Over the last three months, much of the equity market's discourse has been about the stunning performance of the FTSE 100, the UK's blue chip index that rose by 13% on an annualised basis in 2016. After Britons voted in favour of leaving the European Union on 23 June, the weaker pound left in its wake made UK-listed equities appealing to foreign investors and funds.
The FTSE 100 has bounced back above 7,000 points to a record high, with investors piling in to buy sterling-valued stocks of some of the world's most globally-focused companies, who more often than not file their earnings in the ever-strengthening US dollar.
In fact, investor appetite ensured the FTSE 100's rise was more than twice that of Germany's DAX, which rose 6%, and more than four times that of France's CAC 40, which rose 3%, over the corresponding period.
Going in the other direction, Italy's stock market saw a decline of more than 10% as systemic woes continue to plague its banking system, while macroeconomic malaise and political uncertainty weighted on Spain's IBEX, shedding nearly 4%.
It is clear the UK blue chip index has been the top dog for 2016 among its major Western European rivals. However, its impressive performance pales in comparison to gains made by indices in the Americas.
Viva Latin America
Argentine equities might not have caught your eye, but the booting out of Cristina Fernández de Kirchner from the presidential office and the election of market-friendly Mauricio Macri in 2015 saw the Buenos Aires stock exchange begin an uptick that acquired a firmer footing in 2016.
Indeed, investors flocked back, rewarding Macri's reform agenda and Argentina's return to the bond markets after years in wildness, with the MERVAL index up a massive 41% on an annualised basis. In Peru, Pedro Pablo Kuczynski, an investment banker and former private equity boss, beat Keiko Fujimori, daughter of the now-jailed former president Alberto Fujimori; the market went on a similar recovery run with the Bolsa de Valores de Lima trading 58% higher compared to 12 months ago.
Meanwhile, in neighbouring Brazil, effects of a recovery from the damaging Petrobras scandal became visible as the country's economy began to limp back to health following the impeachment of President Dilma Rouseff. Brazil, a prominent oil producer, did not sign up a crude production cut for 2017, engineered by Opec and selected non-Opec countries. Add up the sum of small parts and bigger picture has the Sao Paulo BOVESPA up 38% over 12 months; impressive if not quite as spectacular as the gains noted at the rival Buenos Aires stock exchange.
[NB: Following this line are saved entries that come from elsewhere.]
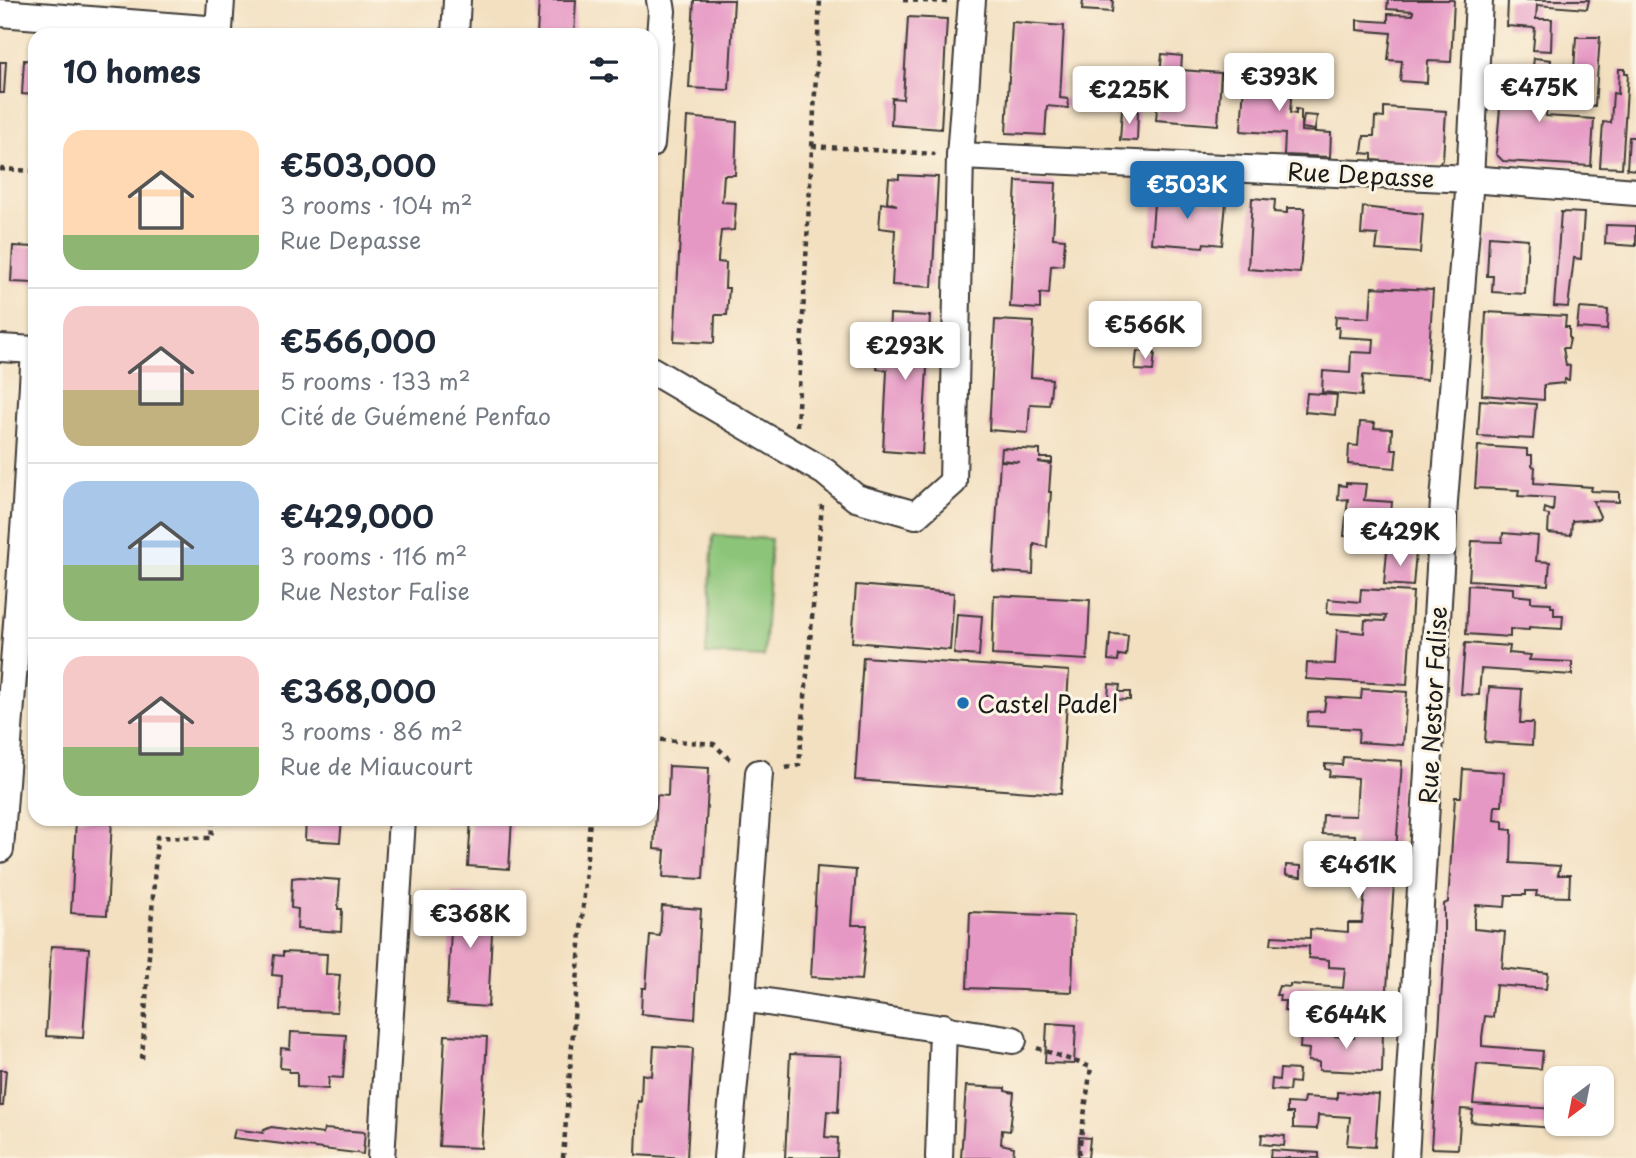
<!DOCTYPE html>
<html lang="en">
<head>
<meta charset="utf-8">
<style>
	:root { --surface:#fff; --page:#f6f6f7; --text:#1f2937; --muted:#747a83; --line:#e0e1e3; --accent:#1f6fb2 }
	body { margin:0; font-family:"Playpen Sans",sans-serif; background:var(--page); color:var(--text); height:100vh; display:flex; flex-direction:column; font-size:26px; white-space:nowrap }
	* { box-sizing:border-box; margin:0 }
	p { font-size:23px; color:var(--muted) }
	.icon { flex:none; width:38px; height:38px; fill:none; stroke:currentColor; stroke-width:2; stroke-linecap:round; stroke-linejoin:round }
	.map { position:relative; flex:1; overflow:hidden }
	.panel { position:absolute; left:28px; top:28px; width:630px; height:798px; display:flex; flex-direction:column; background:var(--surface); border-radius:21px; box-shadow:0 2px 5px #0004 }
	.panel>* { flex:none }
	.needle { width:46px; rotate:212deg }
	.controls { position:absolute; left:1544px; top:1066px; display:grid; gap:14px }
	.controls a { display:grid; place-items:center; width:70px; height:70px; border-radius:14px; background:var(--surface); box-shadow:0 2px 5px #0004; font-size:35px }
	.price { position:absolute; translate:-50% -60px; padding:0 16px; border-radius:7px; background:#fff; color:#222; font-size:23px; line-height:46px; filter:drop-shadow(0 2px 4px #0008) }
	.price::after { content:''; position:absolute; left:50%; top:42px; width:21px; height:16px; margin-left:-10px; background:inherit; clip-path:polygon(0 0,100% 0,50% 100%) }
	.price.on { background:var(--accent); color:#fff }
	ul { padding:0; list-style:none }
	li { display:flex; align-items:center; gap:21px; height:175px; padding:0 35px }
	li+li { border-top:2px solid var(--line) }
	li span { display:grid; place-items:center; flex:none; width:196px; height:140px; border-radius:21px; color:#555 }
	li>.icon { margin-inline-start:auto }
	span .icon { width:84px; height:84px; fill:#fffc; stroke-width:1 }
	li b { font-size:30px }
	h2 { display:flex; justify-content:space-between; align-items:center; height:84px; padding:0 35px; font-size:30px }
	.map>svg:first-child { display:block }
</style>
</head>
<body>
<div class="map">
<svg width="1636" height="1158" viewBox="0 0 1636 1158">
	<rect width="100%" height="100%" fill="#fcf5e5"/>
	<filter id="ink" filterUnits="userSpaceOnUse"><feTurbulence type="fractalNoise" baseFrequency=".0143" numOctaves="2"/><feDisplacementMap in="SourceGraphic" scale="14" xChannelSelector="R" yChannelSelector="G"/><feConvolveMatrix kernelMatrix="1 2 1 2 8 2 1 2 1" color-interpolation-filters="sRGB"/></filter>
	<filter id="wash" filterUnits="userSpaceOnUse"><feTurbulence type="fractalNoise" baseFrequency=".00686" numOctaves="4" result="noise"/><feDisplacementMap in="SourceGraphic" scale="28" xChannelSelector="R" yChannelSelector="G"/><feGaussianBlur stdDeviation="1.57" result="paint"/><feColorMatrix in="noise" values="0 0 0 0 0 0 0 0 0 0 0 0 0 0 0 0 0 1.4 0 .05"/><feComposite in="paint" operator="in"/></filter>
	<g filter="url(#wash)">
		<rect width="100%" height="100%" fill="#f3e0c1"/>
		<polygon fill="#8cc579" stroke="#54704a" stroke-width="2" points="713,535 771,539 764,657 706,654"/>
		<g id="blocks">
			<g fill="#e698c5">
				<polygon points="539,0 576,0 574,35 537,35"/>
				<polygon points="694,0 734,0 729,90 689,88"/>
				<polygon points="1083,0 1113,0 1112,12 1082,10"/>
				<polygon points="1388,0 1454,0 1451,62 1428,61 1427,83 1400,81 1402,61 1388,60 1391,33 1357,30 1357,20 1388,22 1388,14 1413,15 1413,11 1387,9"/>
				<polygon points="1508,0 1589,0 1587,9 1537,5 1536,19 1552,19 1551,51 1533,50 1535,28 1507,26"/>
				<polygon points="908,17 947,19 941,129 891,125 892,98 903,99"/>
				<polygon points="1012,22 1064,26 1060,98 1068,99 1068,108 1047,106 1045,135 1006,133"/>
				<polygon points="1576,37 1600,37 1595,106 1572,105"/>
				<polygon points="1162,54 1182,56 1181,70 1221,73 1218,125 1156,120"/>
				<polygon points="1534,58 1551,60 1546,116 1594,119 1591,166 1503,161 1496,154 1503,74 1532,75"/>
				<polygon points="24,60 35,61 35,95 22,94"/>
				<polygon points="0,62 6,62 4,93 0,93"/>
				<polygon points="1245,68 1293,71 1290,113 1296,114 1296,109 1301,110 1301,131 1331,133 1330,157 1284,155 1285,134 1241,131"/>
				<polygon points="1619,69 1625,69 1625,73 1628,73 1622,168 1600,167 1603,122 1611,123 1613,93 1618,94"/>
				<polygon points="1384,107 1446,111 1443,159 1437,165 1372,160 1372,154 1362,153 1364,136 1374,136 1375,117 1384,118"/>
				<polygon points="1122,110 1138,111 1137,141 1120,140"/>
				<polygon points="1304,115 1317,116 1315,130 1302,128"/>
				<polygon points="687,117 737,122 735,175 724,175 722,202 736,203 734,230 721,231 718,259 718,262 726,263 725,288 729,288 727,315 715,315 714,343 674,341"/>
				<polygon points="1629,137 1636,137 1636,170 1627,169"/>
				<polygon points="899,175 938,177 932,287 892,285 895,230 879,228 881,203 897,205 887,202 889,178 899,179"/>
				<polygon points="1016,181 1056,183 1053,238 1065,239 1063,265 1051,266 1049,294 1040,293 1040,309 1010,307"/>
				<polygon points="1155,190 1174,192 1174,199 1226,203 1222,245 1204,243 1203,247 1151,243"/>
				<polygon points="1252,198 1275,200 1274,212 1287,213 1287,208 1305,208 1300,273 1248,269"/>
				<polygon points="1363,207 1423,214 1420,253 1376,250 1378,235 1361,234"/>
				<polygon points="1561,212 1584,213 1581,259 1574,258 1568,307 1554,306"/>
				<polygon points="1606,225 1636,226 1636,246 1605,244"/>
				<polygon points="1489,236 1528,239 1525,294 1492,292 1493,276 1487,276"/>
				<polygon points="13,246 35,247 35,283 11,282"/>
				<polygon points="1372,287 1433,290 1427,380 1363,375 1362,396 1322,392 1323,371 1350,373 1351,352 1373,353 1374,339 1338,337 1339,327 1335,328 1336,316 1370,318"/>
				<polygon points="1579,308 1608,310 1607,330 1577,328"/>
				<polygon points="1486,312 1566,316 1565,327 1569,327 1569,339 1570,339 1568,348 1563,348 1566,365 1570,366 1569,380 1565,379 1564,383 1544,385 1544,400 1482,395"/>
				<polygon points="890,314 930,316 922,454 883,451 887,370 877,369 879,342 889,342"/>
				<polygon points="1133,318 1159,320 1158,338 1132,336"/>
				<polygon points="995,320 1034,322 1031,377 1052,379 1049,405 1030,404 1028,433 989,430"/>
				<polygon points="1137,351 1155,353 1153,371 1135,370"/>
				<polygon points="1307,393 1337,395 1335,415 1305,412"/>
				<polygon points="1480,400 1536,404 1533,439 1478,436"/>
				<polygon points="1360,422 1375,423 1374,428 1392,429 1391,449 1397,449 1395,468 1348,464 1349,445 1358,446"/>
				<polygon points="1478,446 1527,449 1527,455 1532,455 1532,466 1535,467 1534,483 1592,487 1591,491 1619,492 1619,502 1593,501 1600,516 1599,519 1572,521 1571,535 1548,533 1549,515 1544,514 1545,508 1553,511 1554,498 1518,496 1519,490 1475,488"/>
				<polygon points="1002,448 1040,450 1040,458 1052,458 1052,463 1038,462 1051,464 1049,492 1051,492 1047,547 1034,544 1033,574 993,571 1000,461 1020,462 1001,460"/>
				<polygon points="1346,483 1366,484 1364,500 1392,502 1388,550 1360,548 1361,537 1344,536 1348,499 1338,500 1339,485 1346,486"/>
				<polygon points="1503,533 1538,536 1536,561 1550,562 1548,585 1469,580 1472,541 1502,542"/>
				<polygon points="1387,551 1416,552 1413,586 1384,584"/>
				<polygon points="856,585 954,593 950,650 852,642"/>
				<polygon points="1468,585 1513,588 1513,595 1531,597 1531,602 1551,603 1551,607 1554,607 1554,615 1563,615 1562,629 1529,627 1529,630 1510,629 1510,637 1466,634"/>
				<polygon points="1361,589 1413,592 1407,685 1306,679 1307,663 1335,664 1337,630 1364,633 1365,620 1385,621 1386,616 1327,613 1328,599 1360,602"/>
				<polygon points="994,595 1090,600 1087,660 992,655"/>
				<polygon points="957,614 982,616 979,656 954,654"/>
				<polygon points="1110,634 1128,635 1126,656 1119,655 1118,661 1108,660"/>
				<polygon points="1465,643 1510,646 1509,653 1531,655 1529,660 1572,662 1572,675 1481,669 1479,695 1461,694"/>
				<polygon points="863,657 1069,671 1061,794 855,780"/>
				<polygon points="1109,684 1120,685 1119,692 1130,692 1130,700 1108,699"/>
				<polygon points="1489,687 1522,689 1520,723 1533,723 1532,745 1485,742"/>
				<polygon points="1362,689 1407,692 1403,745 1358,742 1359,729 1307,726 1308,712 1324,711 1326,697 1361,699"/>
				<polygon points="1343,757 1402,761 1385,1019 1284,1011 1285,1001 1279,1001 1280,995 1276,995 1279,986 1290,987 1290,984 1343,988 1345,968 1329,967 1329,960 1309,958 1309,946 1271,944 1272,936 1310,938 1310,929 1348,932 1348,923 1362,923 1368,859 1353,858 1355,835 1322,834 1323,815 1356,816 1358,778 1329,776 1330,770 1325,769 1325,764 1342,765"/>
				<polygon points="669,766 709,768 703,879 663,877 665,850 654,849 657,795 668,796"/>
				<polygon points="1463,769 1504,772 1502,806 1495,806 1494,820 1503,821 1503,829 1512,830 1511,863 1560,866 1558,875 1570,875 1569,897 1536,896 1537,891 1526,891 1526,895 1506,895 1505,907 1476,905 1474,920 1474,929 1505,932 1502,968 1548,973 1546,989 1496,985 1493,1017 1485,1016 1482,1037 1482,1046 1543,1051 1541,1069 1477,1064 1473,1104 1556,1109 1555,1128 1471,1122 1473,1110 1461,1109 1458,1149 1431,1148 1444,956 1444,904 1448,902 1455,797 1461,797"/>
				<polygon points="76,819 112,819 107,915 71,913"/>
				<polygon points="306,819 342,819 340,842 305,840"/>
				<polygon points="471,819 512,819 509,869 468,866"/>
				<polygon points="1286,865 1301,866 1301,877 1286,875"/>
				<polygon points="817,867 856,870 852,925 867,925 862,980 811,977"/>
				<polygon points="300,877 340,880 338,909 342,909 341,932 297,929 298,909 291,908 292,878"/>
				<polygon points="453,893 494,896 488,1007 447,1004"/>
				<polygon points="662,906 701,909 695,1019 641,1014 642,988 646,988 650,935 660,936"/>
				<polygon points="970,912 1074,916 1072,992 967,988"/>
				<polygon points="51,946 89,948 83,1038 46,1036"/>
				<polygon points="283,952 327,954 326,974 340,975 337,1012 280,1010 282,976 272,975 274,955 283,956"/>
				<polygon points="1047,1023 1076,1025 1074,1064 1045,1063"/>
				<polygon points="1355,1029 1383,1030 1382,1073 1319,1070 1319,1062 1308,1061 1309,1049 1300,1048 1301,1033 1354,1038"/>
				<polygon points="291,1032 346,1035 343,1078 329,1077 328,1089 297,1087 297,1072 289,1072 289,1069 280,1068 281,1048 290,1049"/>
				<polygon points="445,1035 487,1037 481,1148 439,1146"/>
				<polygon points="654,1046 693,1048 687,1158 636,1155 638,1101 641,1102 642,1074 652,1076"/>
				<polygon points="790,1054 841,1056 838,1112 827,1111 825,1137 838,1138 837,1158 785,1158"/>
				<polygon points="1280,1069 1299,1070 1298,1083 1290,1082 1289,1091 1271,1090 1272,1079 1279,1080"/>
				<polygon points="0,1070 6,1070 3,1106 0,1106"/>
				<polygon points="966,1086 1005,1088 1005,1091 1014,1093 1010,1131 1002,1130 1001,1144 1014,1147 1013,1158 961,1158"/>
				<polygon points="1337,1092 1379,1095 1375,1147 1347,1145 1350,1117 1318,1115 1317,1129 1293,1128 1293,1113 1287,1113 1287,1103 1303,1104 1304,1097 1337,1099"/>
				<polygon points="271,1127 323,1134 324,1129 365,1132 363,1154 233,1138 235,1129 263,1133 264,1130"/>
				<polygon points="1262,1134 1285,1136 1284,1146 1261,1144"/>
				<polygon points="1079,1137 1090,1138 1088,1158 1078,1158"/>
				<polygon points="1271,1150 1319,1153 1319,1158 1270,1158"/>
			</g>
		</g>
	</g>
	<g filter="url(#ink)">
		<use href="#blocks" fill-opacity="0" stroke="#3c3935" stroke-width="2"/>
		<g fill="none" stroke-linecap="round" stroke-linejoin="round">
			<g stroke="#3c3935" stroke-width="30">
				<g id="minor">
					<polyline points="0,13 219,30 221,0"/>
					<polyline points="455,35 457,0"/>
					<polyline points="651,144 662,11 660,0"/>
					<polyline points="960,156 1470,179 1636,192"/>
					<polyline points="0,348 35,350"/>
					<polyline points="651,370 825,472 856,498 916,515 953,482 960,156 972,0"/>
					<polyline points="0,849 26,504 35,350"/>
					<polyline points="742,998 1013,1040"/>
					<polyline points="381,1158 402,819"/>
					<polyline points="727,1158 742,998 759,773"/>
					<polyline points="939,1158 943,1027"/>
					<polyline points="1405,1158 1444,501 1470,179 1479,0"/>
				</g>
			</g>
			<g stroke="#3c3935" stroke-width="4.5" stroke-dasharray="5 5" stroke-linecap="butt">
				<polyline points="903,0 947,2"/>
				<polyline points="812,146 935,154"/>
				<polyline points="0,169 35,171"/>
				<polyline points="797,426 820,0"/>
				<polyline points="651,739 714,744 728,758 734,761"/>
				<polyline points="786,768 799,765 822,505"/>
				<polyline points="1037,1048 1091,1067 1078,1158"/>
				<polyline points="142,1059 157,837 211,838 213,819"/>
				<polyline points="563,1158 590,819"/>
			</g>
			<use href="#minor" stroke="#fff" stroke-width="26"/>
		</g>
	</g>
	<circle fill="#1f6fb2" stroke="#fcf5e5" stroke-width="2.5" cx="963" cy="703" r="7"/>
	<g text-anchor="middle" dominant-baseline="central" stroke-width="6" stroke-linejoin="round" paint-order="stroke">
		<g font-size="24" fill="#1c1c1c" stroke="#fcf5e5">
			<text transform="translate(1361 174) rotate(3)">Rue Depasse</text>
			<text transform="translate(1432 705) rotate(-87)">Rue Nestor Falise</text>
		</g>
		<g font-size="24" fill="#1c1c1c" stroke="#fcf5e5" text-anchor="start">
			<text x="977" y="703">Castel Padel</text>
		</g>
	</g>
</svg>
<div class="controls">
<a><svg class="needle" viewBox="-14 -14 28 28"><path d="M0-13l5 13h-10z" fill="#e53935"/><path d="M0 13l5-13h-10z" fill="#747a83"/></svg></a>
</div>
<b class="price" style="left:1279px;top:113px">€393K</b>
<b class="price" style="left:1539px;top:124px">€475K</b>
<b class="price" style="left:1129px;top:126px">€225K</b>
<b class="price on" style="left:1187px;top:221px">€503K</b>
<b class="price" style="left:1145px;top:361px">€566K</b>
<b class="price" style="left:905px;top:382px">€293K</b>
<b class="price" style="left:1400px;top:568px">€429K</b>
<b class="price" style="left:1358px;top:901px">€461K</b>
<b class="price" style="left:470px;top:950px">€368K</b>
<b class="price" style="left:1346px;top:1051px">€644K</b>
<section class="panel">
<h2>10 homes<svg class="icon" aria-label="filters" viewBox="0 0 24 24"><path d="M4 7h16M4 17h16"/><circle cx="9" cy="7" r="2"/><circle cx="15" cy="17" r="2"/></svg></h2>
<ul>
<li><span style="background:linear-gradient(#ffd9b3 75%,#8fb573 0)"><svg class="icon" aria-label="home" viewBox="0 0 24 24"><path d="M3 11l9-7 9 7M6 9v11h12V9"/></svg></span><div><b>€503,000</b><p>3 rooms · 104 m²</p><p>Rue Depasse</p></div></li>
<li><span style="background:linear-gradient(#f6c9c9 60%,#c2b280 0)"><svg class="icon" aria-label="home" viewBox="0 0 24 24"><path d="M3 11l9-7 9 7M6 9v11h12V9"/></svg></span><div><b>€566,000</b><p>5 rooms · 133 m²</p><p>Cité de Guémené Penfao</p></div></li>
<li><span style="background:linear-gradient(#a9c7e8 60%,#8fb573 0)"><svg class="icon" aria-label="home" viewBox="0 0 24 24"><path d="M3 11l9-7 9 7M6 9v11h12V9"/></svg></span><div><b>€429,000</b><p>3 rooms · 116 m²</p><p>Rue Nestor Falise</p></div></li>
<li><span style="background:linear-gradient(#f6c9c9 65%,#8fb573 0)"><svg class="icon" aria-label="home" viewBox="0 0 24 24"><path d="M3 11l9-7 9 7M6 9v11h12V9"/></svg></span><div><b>€368,000</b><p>3 rooms · 86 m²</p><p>Rue de Miaucourt</p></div></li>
</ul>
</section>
</div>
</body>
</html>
However, Mexico – a market keenly observed by many overseas investors as the harbinger of sentiment across Latin America – ended up disappointing in 2016, thanks in no small part to Donald Trump's 'build a wall' rhetoric, his nomination to the Republican party's ticket and his eventual victory in the US presidential election.
A combination of lower oil prices and Trump's verbal assault dragged the Bolsa Mexicana de Valores – considered the second largest stock exchange in Latin America behind Sao Paulo's BOVESPA – down to a modest 5% annualised gain.
Trump's thumping effect
If Trump weighed down Mexican equities, his win at the US presidential poll sent North American markets on a bull run with promises of a low-tax economy, infrastructure spending and the nomination of a plethora of business people to his cabinet, including ExxonMobil chief executive Rex Tillerson, who was named as his pick for secretary of state.
With bond yields and the dollar up, the Dow Jones Industrial Average remains tantalisingly close to 20,000 points, up an impressive 12% year-over-year. Concurrently S&P 500 and NASDAQ notched gains of over 8% and 6.5% respectively, while Canada's TSX rose nearly 16% over the same period.
That Chinese slowdown
It wasn't quite as plain sailing for Asian equity markets, with China's economy experiencing a transition from manufacturing to a more service sector-oriented one. While predictions of a severe 2016 Chinese slowdown were way off the mark, growing domestic realignment, debt levels and lack of market framework maturity saw the Shanghai Composite lower by over 12% year-on-year.
Rival India's BSE SENSEX came in 1.10% higher over the corresponding period, with along with hopes of a much improved performance in 2017, with Prime Minister Narendra Modi's economic reform agenda in full flight.
Elsewhere, Hong Kong's Hang Seng and Singapore's Straits Times Index end the year broadly flat, while electronics giant Samsung's misfortunes with exploding mobile handsets tempered gains on South Korea's KOSPI to a modest 3.06%, compared to other emerging markets.
Finally, technology and industrial behemoth Toshiba's end-of-the-year writedown at its nuclear outfit, and the resignation of advertising firm Dentsu's boss in the wake of an overworked employee's suicide, created an unnecessary end-of-year market kerfuffle in Japan. With a stronger yen already weighing on investors' minds, the Nikkei 225 stayed broadly flat, up a mere 0.86% year-ib-year, hardly troubling the record books the way the FTSE 100 and a few emerging markets did.